Lines below that hold the word "road" must be copied in full.
---*---
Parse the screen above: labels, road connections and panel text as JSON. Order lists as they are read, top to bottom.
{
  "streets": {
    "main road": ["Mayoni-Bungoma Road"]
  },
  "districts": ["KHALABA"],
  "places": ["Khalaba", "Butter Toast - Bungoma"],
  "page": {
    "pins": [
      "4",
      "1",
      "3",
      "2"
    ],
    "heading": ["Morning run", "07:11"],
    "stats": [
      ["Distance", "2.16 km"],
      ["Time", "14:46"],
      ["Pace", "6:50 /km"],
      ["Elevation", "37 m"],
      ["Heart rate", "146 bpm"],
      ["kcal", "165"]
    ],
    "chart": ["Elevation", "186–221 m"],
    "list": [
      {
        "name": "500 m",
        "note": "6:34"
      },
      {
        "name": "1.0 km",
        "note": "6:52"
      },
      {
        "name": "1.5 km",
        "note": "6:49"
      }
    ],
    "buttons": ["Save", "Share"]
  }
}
---*---
▸ RESPONSE TO THIS TASK:
Parse the screen above: labels, road connections and panel text as JSON. Order lists as they are read, top to bottom.
    "main road": ["Mayoni-Bungoma Road"]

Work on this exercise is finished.